In a new survey from the entertainment industry market research firm NPD Group, US teens are listening to more music but buying it less. In the study, teens aged 13 to 17 acquired 19 percent less music in 2008 than they did in 2007. CD purchasing declined 26 percent and paid digital downloads fell 13 percent compared with the prior year.

What was really scary for the music industry was that 32 percent of teens purchasing less digital music expressed discontent with the music that was available for purchase, while 23 percent claimed to already have a suitable collection of digital music. Twenty-four percent of teens also cited cutbacks in entertainment spending as a reason for buying fewer downloads.

Even tracks downloaded from peer-to-peer (P2P) networks fell 6 percent in 2008, while the number of teens borrowing music, either to rip to a computer or burn to a CD, fell by 28 percent.
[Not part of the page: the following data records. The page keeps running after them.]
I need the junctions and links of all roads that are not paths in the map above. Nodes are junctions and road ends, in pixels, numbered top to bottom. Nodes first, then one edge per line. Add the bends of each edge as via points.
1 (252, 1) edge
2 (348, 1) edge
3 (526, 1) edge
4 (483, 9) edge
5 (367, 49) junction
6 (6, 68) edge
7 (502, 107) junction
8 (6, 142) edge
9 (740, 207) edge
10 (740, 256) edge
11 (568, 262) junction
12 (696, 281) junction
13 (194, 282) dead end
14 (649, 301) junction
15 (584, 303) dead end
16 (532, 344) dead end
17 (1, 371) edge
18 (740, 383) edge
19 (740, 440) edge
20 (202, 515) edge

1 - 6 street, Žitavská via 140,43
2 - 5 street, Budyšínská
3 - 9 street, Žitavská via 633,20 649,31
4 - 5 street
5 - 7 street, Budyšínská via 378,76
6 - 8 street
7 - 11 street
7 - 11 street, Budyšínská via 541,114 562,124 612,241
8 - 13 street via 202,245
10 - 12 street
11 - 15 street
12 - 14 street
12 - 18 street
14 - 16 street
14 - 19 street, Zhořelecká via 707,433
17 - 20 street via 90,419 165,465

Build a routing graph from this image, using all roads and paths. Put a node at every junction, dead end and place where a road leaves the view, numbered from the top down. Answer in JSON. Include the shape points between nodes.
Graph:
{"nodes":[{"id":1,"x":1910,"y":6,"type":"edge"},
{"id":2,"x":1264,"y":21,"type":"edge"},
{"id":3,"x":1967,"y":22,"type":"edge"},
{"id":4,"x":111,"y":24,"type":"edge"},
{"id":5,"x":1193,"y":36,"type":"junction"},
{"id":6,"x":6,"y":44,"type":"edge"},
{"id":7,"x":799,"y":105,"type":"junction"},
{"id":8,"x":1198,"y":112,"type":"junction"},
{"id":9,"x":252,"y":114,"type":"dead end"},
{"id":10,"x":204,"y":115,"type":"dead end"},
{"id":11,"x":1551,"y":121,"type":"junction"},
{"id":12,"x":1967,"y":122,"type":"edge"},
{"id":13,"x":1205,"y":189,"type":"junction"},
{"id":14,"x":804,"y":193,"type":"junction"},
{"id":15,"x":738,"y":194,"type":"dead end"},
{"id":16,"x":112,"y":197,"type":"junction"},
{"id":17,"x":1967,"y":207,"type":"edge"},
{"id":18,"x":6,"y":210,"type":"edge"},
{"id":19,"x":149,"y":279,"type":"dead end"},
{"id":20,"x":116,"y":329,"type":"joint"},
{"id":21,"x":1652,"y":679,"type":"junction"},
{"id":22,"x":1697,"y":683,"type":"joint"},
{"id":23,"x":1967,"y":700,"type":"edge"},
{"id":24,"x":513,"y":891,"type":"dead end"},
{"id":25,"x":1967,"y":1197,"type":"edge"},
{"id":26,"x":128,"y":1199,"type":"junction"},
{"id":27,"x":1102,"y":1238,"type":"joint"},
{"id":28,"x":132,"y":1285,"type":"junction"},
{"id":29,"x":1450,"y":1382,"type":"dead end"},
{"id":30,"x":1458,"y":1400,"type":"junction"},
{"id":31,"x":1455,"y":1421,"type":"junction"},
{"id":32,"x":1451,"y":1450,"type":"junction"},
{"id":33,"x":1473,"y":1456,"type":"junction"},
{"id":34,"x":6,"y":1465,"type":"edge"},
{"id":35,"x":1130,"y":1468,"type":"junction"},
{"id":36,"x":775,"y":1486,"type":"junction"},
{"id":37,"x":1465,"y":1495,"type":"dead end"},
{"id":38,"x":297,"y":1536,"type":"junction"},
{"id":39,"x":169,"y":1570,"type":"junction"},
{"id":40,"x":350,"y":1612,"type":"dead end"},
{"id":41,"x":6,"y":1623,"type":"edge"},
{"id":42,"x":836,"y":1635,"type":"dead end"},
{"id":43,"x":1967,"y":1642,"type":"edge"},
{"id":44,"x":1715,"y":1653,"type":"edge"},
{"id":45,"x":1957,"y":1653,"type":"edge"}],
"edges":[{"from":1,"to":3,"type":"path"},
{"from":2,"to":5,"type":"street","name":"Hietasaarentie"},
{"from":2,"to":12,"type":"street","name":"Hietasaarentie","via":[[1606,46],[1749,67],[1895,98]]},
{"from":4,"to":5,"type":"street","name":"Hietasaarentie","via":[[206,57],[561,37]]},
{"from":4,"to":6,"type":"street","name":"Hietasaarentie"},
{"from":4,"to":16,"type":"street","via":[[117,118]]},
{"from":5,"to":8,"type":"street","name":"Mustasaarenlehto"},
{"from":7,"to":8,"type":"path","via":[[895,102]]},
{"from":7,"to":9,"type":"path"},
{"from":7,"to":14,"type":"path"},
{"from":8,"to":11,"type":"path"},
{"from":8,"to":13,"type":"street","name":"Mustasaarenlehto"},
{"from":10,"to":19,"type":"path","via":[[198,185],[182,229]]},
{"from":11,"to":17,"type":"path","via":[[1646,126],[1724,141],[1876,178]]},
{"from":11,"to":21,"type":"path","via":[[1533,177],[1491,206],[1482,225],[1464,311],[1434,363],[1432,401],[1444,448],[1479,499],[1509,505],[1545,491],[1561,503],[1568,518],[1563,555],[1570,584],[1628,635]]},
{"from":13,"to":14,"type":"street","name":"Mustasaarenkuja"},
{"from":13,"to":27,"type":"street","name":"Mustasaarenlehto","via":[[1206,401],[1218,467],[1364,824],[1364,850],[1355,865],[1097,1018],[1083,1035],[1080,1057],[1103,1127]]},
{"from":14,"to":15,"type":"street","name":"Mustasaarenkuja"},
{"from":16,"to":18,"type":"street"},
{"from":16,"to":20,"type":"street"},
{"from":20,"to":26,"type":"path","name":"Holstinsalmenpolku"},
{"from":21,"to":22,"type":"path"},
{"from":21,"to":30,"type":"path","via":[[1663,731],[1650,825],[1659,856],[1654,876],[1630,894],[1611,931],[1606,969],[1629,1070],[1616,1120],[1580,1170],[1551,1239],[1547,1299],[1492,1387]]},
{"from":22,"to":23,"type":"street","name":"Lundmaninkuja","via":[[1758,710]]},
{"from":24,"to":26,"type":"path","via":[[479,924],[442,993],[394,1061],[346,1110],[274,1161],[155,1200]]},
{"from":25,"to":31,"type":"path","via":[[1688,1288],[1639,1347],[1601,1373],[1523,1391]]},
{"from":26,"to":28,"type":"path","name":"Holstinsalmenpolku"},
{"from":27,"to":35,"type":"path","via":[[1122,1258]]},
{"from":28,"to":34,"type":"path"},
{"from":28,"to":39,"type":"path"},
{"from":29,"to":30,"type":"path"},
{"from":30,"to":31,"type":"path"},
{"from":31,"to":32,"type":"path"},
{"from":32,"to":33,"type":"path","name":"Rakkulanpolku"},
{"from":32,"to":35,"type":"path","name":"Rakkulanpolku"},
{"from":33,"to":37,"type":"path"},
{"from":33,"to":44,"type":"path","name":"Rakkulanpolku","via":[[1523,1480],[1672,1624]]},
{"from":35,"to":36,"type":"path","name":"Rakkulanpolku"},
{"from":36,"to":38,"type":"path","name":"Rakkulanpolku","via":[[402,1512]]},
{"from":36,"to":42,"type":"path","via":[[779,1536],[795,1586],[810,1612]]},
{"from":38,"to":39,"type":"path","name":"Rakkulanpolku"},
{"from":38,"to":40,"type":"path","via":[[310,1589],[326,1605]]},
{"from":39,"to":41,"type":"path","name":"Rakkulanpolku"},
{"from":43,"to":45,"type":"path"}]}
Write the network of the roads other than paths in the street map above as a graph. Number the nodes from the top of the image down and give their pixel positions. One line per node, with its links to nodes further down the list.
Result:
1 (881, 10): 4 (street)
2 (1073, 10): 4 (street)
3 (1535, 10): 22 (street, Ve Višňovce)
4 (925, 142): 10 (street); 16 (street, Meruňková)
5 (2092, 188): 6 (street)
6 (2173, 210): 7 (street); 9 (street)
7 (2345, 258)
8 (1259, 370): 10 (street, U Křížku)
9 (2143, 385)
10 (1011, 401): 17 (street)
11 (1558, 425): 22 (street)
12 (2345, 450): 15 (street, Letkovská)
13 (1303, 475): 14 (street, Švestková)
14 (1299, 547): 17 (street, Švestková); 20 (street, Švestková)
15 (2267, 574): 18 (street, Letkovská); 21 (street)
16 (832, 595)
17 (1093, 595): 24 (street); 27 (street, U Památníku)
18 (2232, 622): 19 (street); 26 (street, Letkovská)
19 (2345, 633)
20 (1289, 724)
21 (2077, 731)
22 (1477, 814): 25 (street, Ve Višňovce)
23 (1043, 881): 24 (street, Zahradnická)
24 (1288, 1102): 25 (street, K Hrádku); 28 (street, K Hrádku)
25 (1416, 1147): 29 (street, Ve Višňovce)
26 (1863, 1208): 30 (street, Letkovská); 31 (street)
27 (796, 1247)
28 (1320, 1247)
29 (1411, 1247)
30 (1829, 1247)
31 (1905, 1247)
This means that the music industry is in real trouble and it goes way beyond the change of format from CD to digital online media. It proves what a lot of people have been saying for so long - the music today is just not that compelling. If your prime target demographic isn't interested, it means that the entire business model is bankrupt.

But we knew this already and many posts here have pointed it out. When the club scene died after the drinking and driving laws of the early 80's were passed, the training ground where artists could get their music together was lost. We lost the "farm team," so to speak.

When the major labels were acquired by conglomerates, music became beholden to the bottom line of quarterly returns instead of artist development.

When MTV became the rage, the emphasis of the major labels turned to artist image over artistic substance.

When the focus groups of Madison Avenue became more important in picking music than the ear of the fan, the fans began to tune out.

I can go on and on, but the bottom line is that we're losing a generation of potential music fans, and that threatens an already weakened and bloody industry with decimation.